16. Relying on Article 10 of the Convention, the applicants complain that they were arrested, detained in police custody and charged with membership of the KCK/PKK on the basis of their journalistic activities and that as a result their right to freedom of expression was breached.
17. The applicants complain under Article 13 of the Convention, in conjunction with Article 5 §§ 1 and 2 and Article 10 of the Convention, that the remedies provided in domestic law were not effective.
QUESTIONS TO THE PARTIES
1. Were the applicants deprived of their liberty in breach of Article 5 § 1 of the Convention? In particular:
a. Were the authorities under an obligation to follow the procedure set out in Article 98 of the Code of Criminal Procedure before effecting the applicants ’ arrest?
b. A t the time of their arrest, was there a reasonable suspicion of them having committed an offence, as required by subparagraph (c) of that Article?
2. Did the applicants have at their disposal a remedy by which they could challenge the lawfulness of their deprivation of liberty, as required by Article 5 § 4 of the Convention? In particular,
a. Is the remedy provided in Article 91 § 5 of the Code of Criminal Procedure an effective remedy within the meaning of Article 5 § 4 of the Convention?
b. Does the decision of the judge at the Ninth Division of the Istanbul Assize Court dated 20 December 2011 restricting the applicants ’ access to their lawyers and the latter ’ s access to the investigation files pursuant to former sections 10(b) and 10(d) of the Prevention of Terrorism Act (Law no. 3713) have a bearing on the applicants ’ exercise of the right enshrined in Article 5 § 4?
The Government are invited to submit decisions by judicial authorities in response to objections challenging the lawfulness of detention in comparable situations.
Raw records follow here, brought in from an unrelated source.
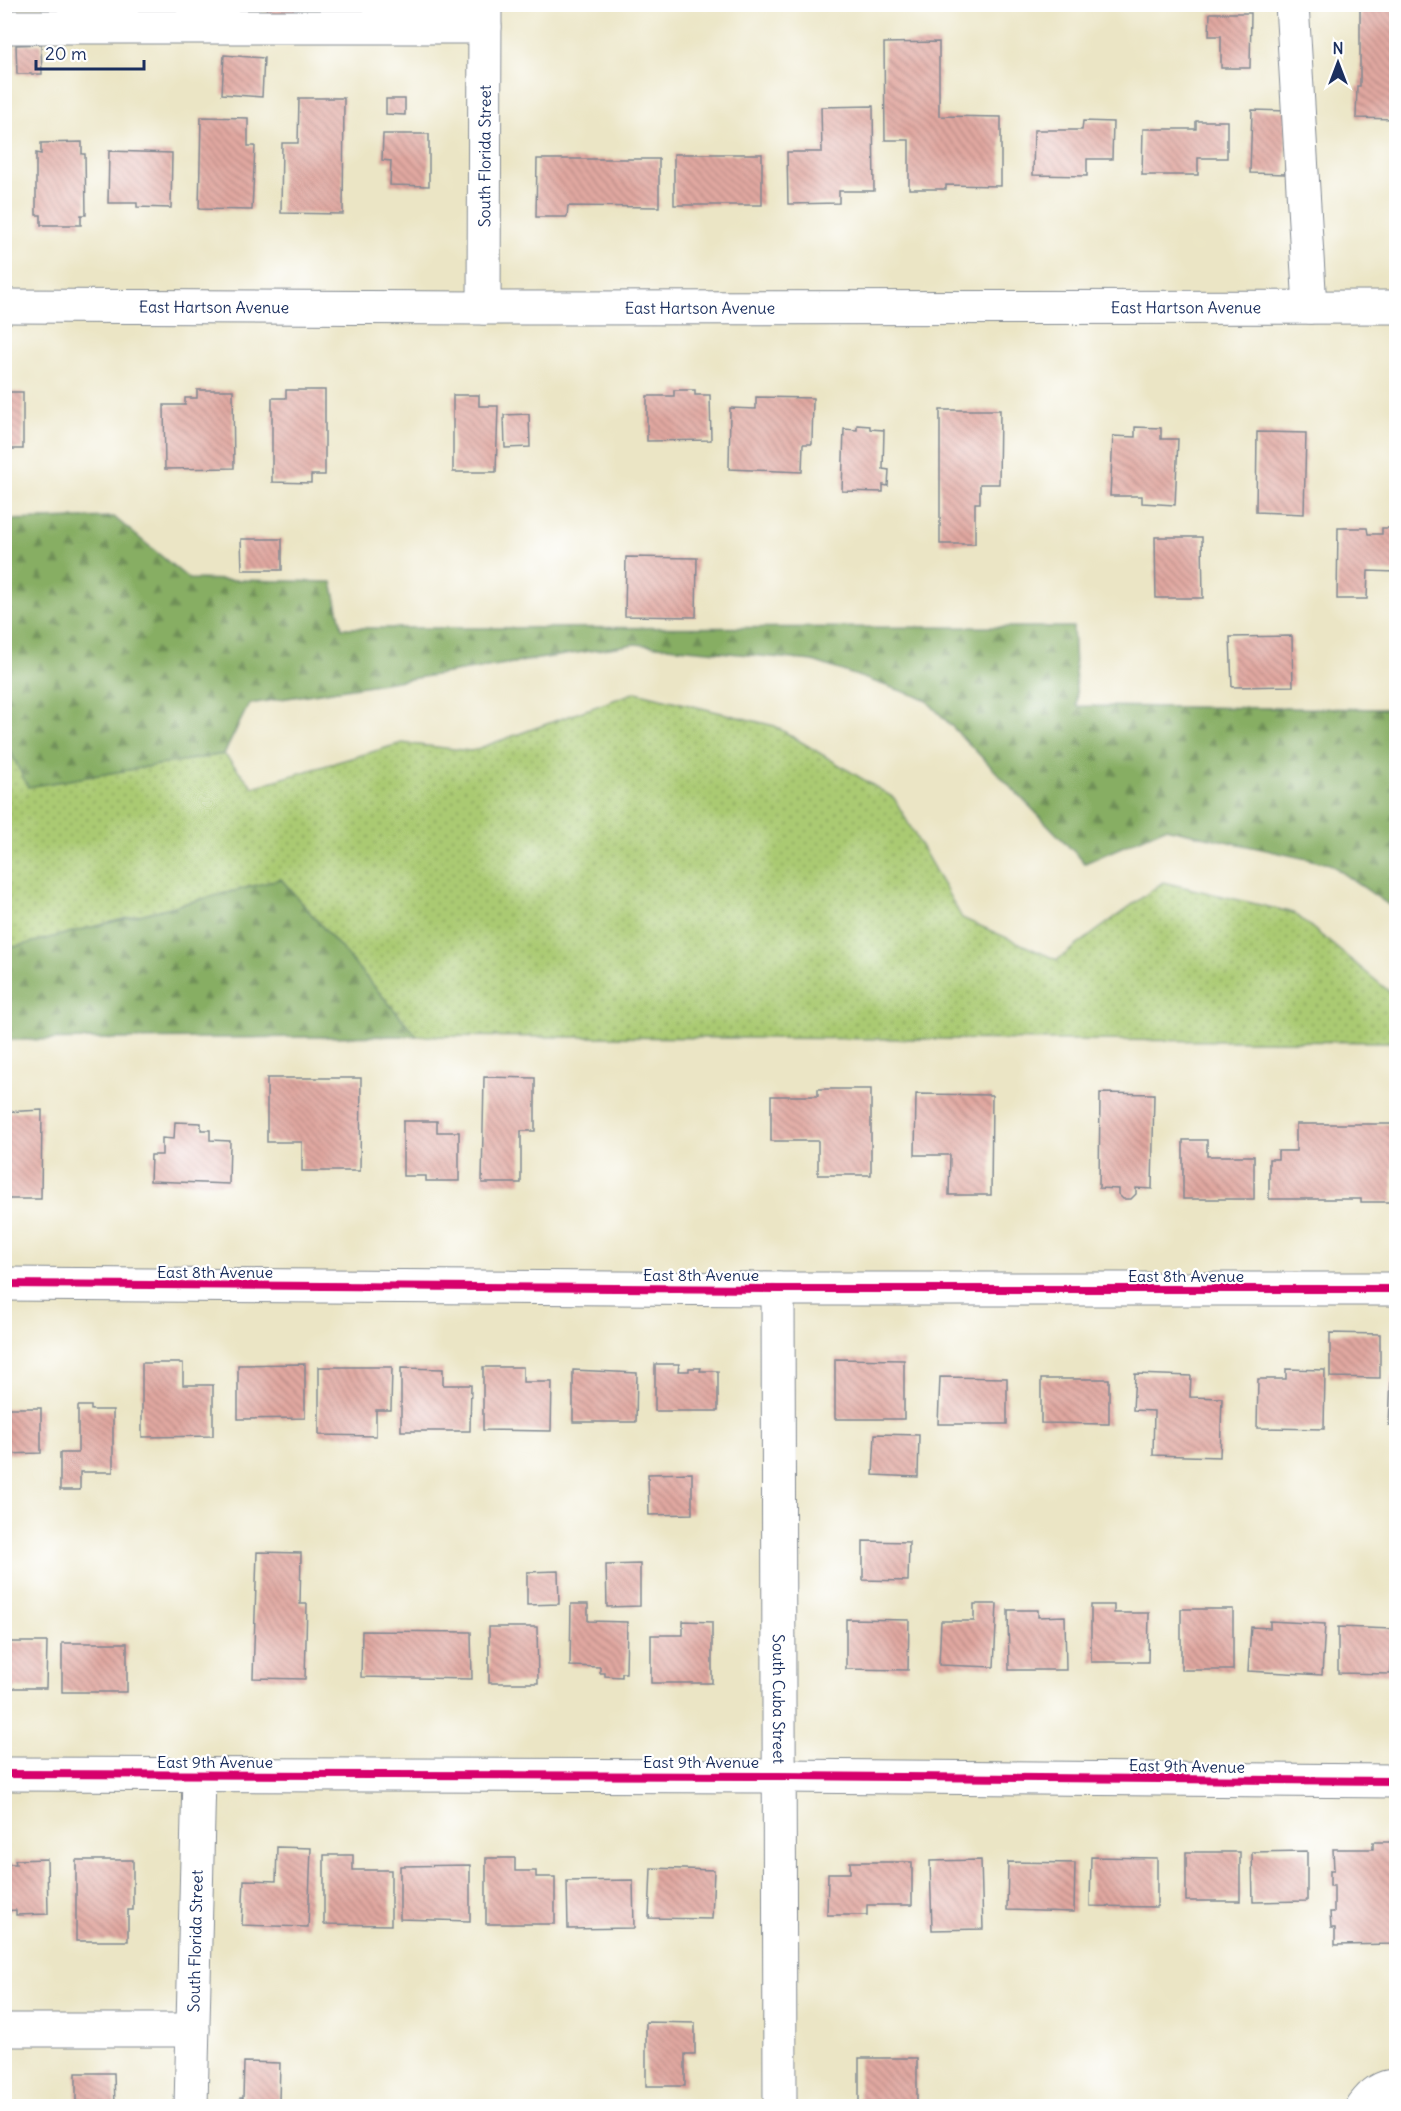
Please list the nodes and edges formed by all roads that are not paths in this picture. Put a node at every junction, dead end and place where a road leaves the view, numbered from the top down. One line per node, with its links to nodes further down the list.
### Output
1 (1292, 4): 5 (street)
2 (485, 16): 3 (street); 7 (street, South Florida Street)
3 (4, 27)
4 (4, 306): 7 (street, East Hartson Avenue)
5 (1310, 307): 6 (street, East Hartson Avenue); 7 (street, East Hartson Avenue)
6 (1396, 307)
7 (484, 308)
8 (4, 1284): 9 (street, East 8th Avenue)
9 (778, 1289): 10 (street, East 8th Avenue); 13 (street, South Cuba Street)
10 (1396, 1289)
11 (4, 1774): 12 (street, East 9th Avenue)
12 (199, 1776): 13 (street, East 9th Avenue); 16 (street, South Florida Street)
13 (778, 1776): 14 (street, East 9th Avenue); 19 (street, South Cuba Street)
14 (1396, 1781)
15 (4, 2030): 16 (street)
16 (193, 2030): 18 (street, South Florida Street)
17 (1396, 2086): 20 (street)
18 (191, 2106)
19 (780, 2106)
20 (1363, 2106)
The Government are invited to submit a copy of the files of investigation no. 2011/521 as well as the case brought against the second applicant and her co-accused in so far as the documents concern the second applicant.
3. Has there been an interference with the applicants ’ freedom of expression, in particular their right to impart information and ideas, within the meaning of Article 10 § 1 of the Convention, on account of their arrest, detention in police custody and the criminal proceedings brought against the second applicant?
If so, was that interference prescribed by law and necessary in terms of Article 10 § 2?